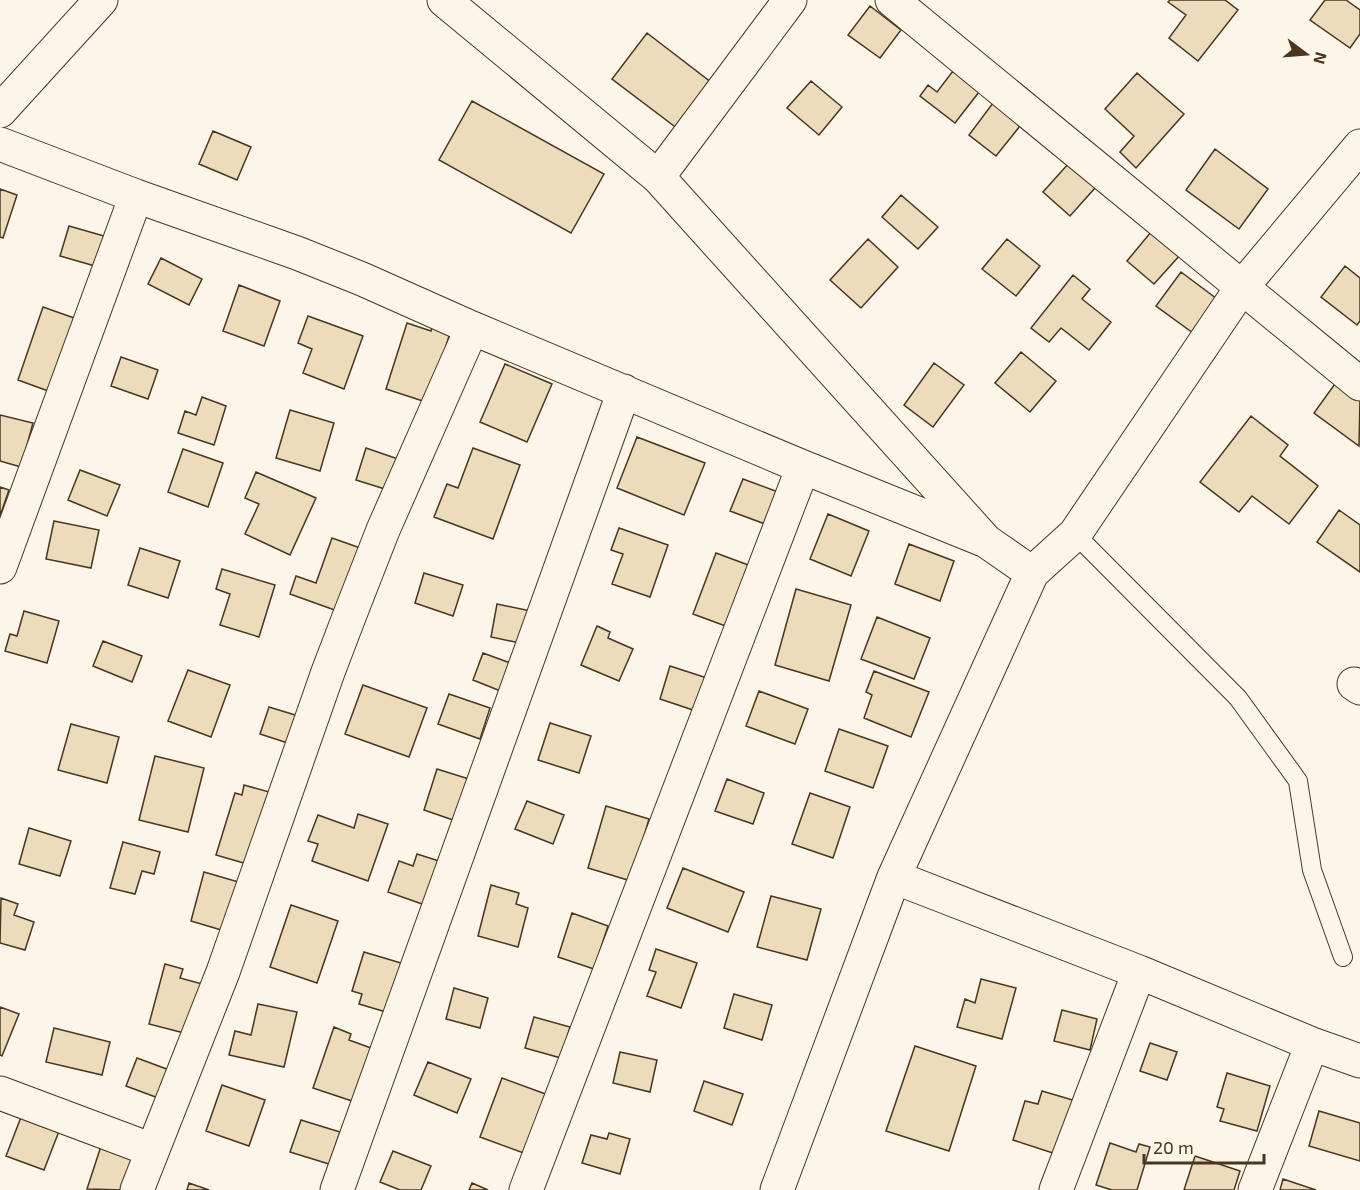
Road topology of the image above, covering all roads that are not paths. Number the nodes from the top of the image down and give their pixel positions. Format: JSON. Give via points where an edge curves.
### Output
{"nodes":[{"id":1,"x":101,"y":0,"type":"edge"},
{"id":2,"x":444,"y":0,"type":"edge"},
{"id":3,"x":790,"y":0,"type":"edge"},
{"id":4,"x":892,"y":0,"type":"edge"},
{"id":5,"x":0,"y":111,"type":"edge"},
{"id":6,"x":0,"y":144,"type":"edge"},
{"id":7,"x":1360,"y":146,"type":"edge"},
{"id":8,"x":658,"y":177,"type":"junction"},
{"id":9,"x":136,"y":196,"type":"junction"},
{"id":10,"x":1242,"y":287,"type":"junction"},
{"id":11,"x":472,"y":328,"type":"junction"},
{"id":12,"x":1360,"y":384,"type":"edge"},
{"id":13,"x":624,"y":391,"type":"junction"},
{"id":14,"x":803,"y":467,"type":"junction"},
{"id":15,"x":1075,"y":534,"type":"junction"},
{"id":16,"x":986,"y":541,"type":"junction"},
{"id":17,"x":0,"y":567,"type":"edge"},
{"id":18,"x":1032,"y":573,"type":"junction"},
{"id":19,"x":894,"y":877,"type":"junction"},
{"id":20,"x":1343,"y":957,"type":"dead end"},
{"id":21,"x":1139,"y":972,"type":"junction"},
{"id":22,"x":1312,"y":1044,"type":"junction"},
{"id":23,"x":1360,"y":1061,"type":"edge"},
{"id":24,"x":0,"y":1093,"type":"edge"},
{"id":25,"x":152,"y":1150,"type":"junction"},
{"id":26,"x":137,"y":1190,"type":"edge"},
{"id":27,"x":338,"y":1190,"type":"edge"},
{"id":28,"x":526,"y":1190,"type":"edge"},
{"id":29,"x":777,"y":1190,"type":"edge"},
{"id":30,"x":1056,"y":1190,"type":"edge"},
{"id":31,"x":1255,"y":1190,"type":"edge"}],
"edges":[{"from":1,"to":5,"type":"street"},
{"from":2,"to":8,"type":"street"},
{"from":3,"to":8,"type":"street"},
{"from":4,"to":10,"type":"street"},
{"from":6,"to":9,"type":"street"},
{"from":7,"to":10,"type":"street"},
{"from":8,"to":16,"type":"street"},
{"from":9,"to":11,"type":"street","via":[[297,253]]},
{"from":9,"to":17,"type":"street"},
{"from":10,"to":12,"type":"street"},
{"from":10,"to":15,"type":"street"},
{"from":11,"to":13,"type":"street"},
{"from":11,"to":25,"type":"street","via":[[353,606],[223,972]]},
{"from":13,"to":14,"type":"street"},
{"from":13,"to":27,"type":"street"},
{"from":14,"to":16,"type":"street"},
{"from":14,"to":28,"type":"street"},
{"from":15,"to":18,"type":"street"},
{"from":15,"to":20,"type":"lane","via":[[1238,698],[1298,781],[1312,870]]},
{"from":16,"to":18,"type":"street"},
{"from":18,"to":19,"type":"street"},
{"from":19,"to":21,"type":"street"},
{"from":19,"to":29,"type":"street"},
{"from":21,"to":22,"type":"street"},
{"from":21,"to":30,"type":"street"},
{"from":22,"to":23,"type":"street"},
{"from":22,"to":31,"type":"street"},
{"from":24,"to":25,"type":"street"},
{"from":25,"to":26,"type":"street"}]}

**To do:** Copy every line of the data where "nodes" is found.

**Answer to the problem:**
Road topology of the image above, covering all roads that are not paths. Number the nodes from the top of the image down and give their pixel positions. Format: JSON. Give via points where an edge curves.
{"nodes":[{"id":1,"x":101,"y":0,"type":"edge"},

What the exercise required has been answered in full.